(WORK REQUEST) The response must contain every line from the records below that has "middle".

(RECORDS PROVIDED)

········

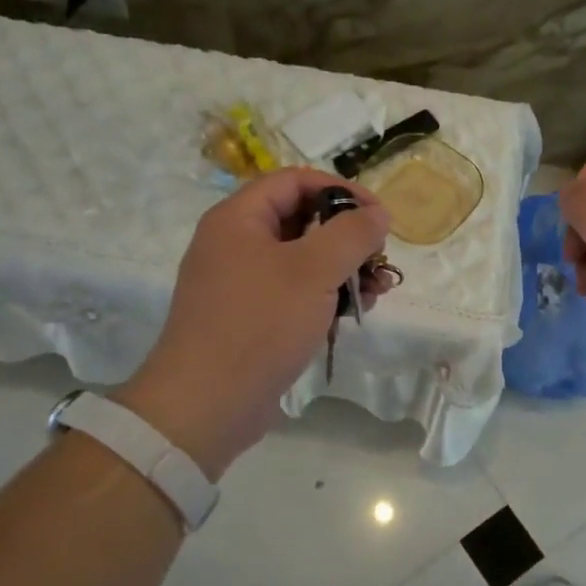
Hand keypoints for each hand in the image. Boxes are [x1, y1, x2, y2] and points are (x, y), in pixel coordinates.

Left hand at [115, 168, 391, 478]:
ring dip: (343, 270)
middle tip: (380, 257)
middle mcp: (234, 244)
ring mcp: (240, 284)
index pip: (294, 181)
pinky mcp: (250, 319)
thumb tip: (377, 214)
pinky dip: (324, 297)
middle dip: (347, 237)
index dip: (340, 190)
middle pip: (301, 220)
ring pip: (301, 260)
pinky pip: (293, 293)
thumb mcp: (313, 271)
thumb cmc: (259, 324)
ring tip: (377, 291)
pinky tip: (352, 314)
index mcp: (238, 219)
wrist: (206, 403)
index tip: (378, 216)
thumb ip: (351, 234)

········

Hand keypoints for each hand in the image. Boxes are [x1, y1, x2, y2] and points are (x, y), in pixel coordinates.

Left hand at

········

(YOUR SOLUTION)
middle tip: (380, 257)
middle mcp: (234, 244)
middle dip: (347, 237)
middle pip: (301, 220)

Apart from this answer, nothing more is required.